IsBob could say nothing.

“Speak, finally!” the master demanded again.

Still nothing.

The master then ordered two servants to chain the disobedient IsBob to the hitching post out front. “Let everyone see what an ungrateful, troublesome sort I have as my ward.”

That was yesterday and three meals ago. IsBob’s stomach growled now and then enough to interrupt his thoughts of finding his place in the world. The Tyrent Estate was the only place he had ever known. His parents were born into it, and their parents before them.

Now IsBob could see activity from the estate across the boulevard. Two brawny fellows wrestled a tall and sturdy bookcase, finally setting it down near the curb and attaching to its front a sign that read ‘free’. He had seen this practice before. In the past, even his master had tasked servants to haul similar objects to the curb – a table or a chair – and each with a signage that read ‘free’. In no time, such objects would disappear, sometimes over night, but mostly that same day. Reflecting on such occasions usually set IsBob’s mind wandering, imagining where the objects had gone to. But now he found himself consumed by the word ‘free’ and wishing that he could experience the idea of ‘free’. Am I less than any household object, he wondered. Why shouldn’t I be free as well?

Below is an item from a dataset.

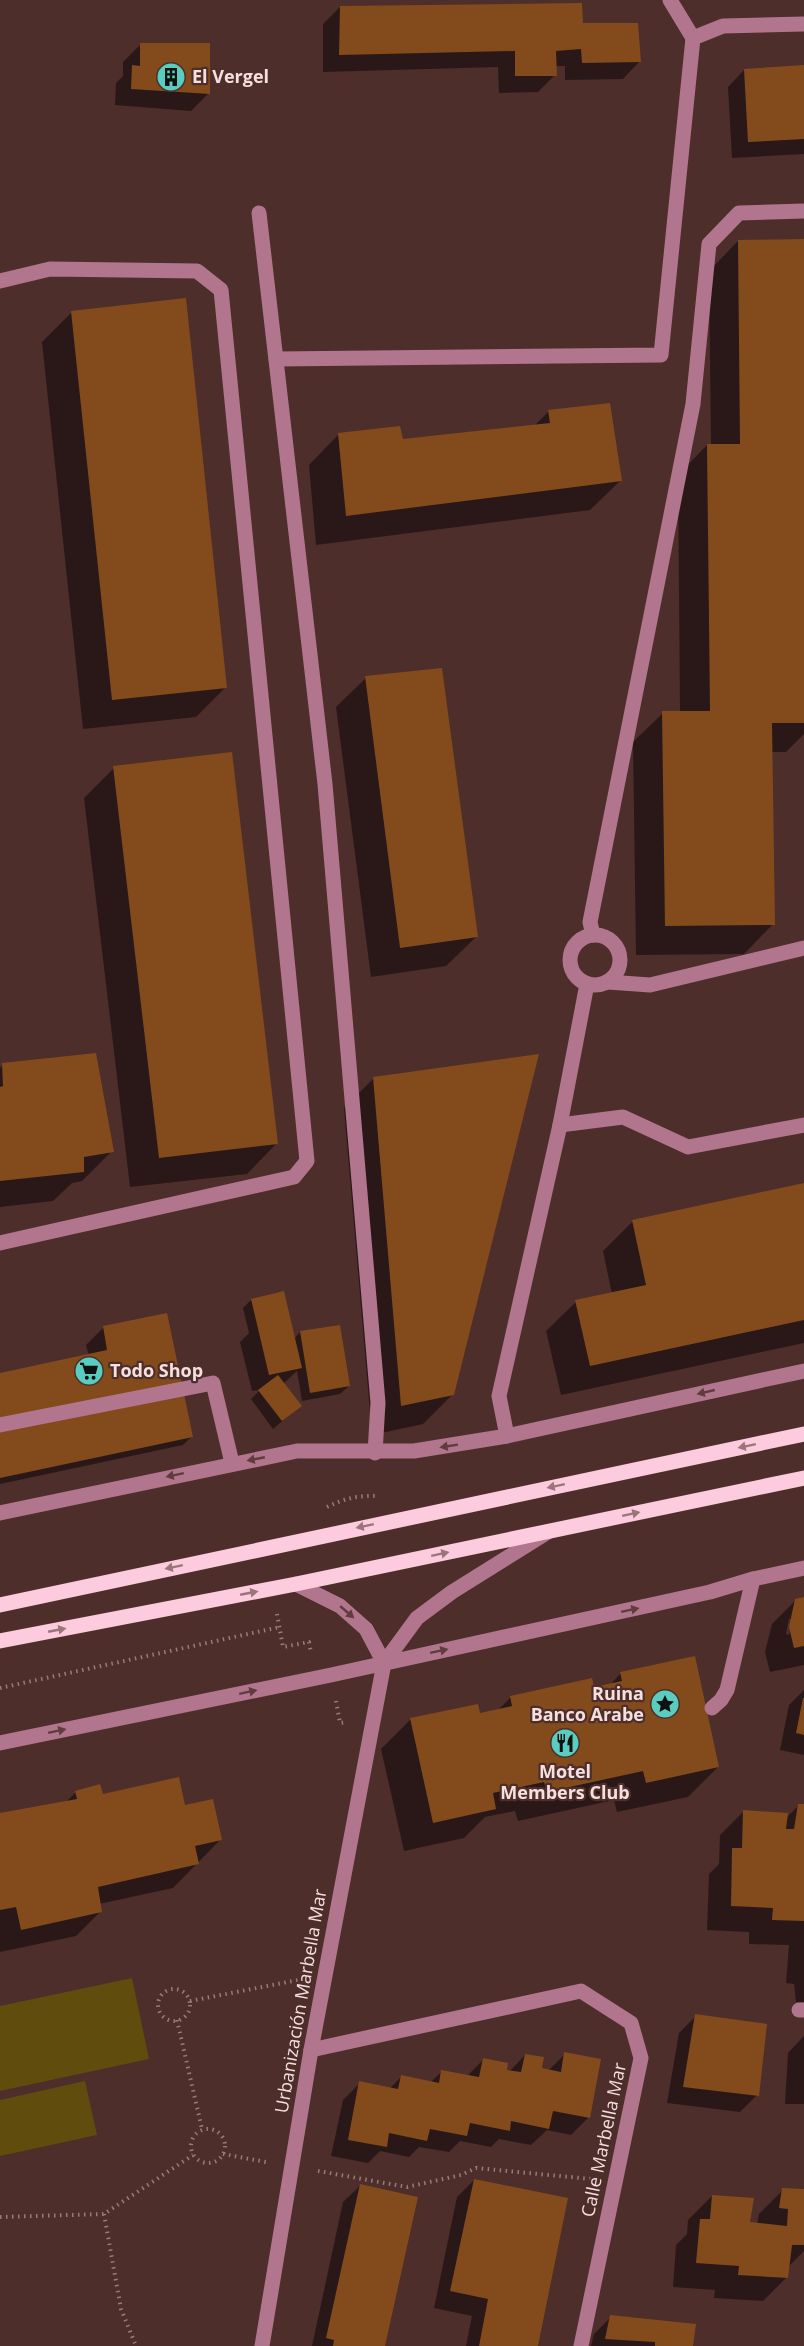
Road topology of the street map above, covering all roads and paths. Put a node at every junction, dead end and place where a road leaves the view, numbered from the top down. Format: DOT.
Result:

Suddenly, IsBob was overcome by an extraordinary notion. He dug his index finger in a nearby mud puddle, scooping up silt several times and writing across his white servant’s smock the word ‘free’.

Now as people passed by, they gave expressions of either curiosity or shrewdness.

“He must be infected with some malady,” suggested one man.

“Nonetheless,” said another, speaking through a blotchy beard, “a fair bargain.”

Bargain, thought IsBob. Is there a greater bargain than helping a man become free?

“He must have some value,“ said the man with the beard.

Value, again IsBob thought. Of course I have value. I am a man.

“He’ll come with me,” said the bearded man as he broke the chain tethering IsBob to the post. “He’ll fetch a decent price down at the market, just from his well-dressed appearance alone.”

“His benefactor must be quite wealthy to do away with this servant and his expensive garment,” the other man surmised.

“Nevertheless,” said the bearded man, “free is free.”

IsBob began to realize that his own notion of ‘free’ was misguided. He slowly began to understand that no man can be free until he, and he alone, frees himself from the grip of Tyrent and others like him. Unable to voice his protest, IsBob followed clumsily behind his new master while imagining how much less free he had always been when compared to that of a common house cat.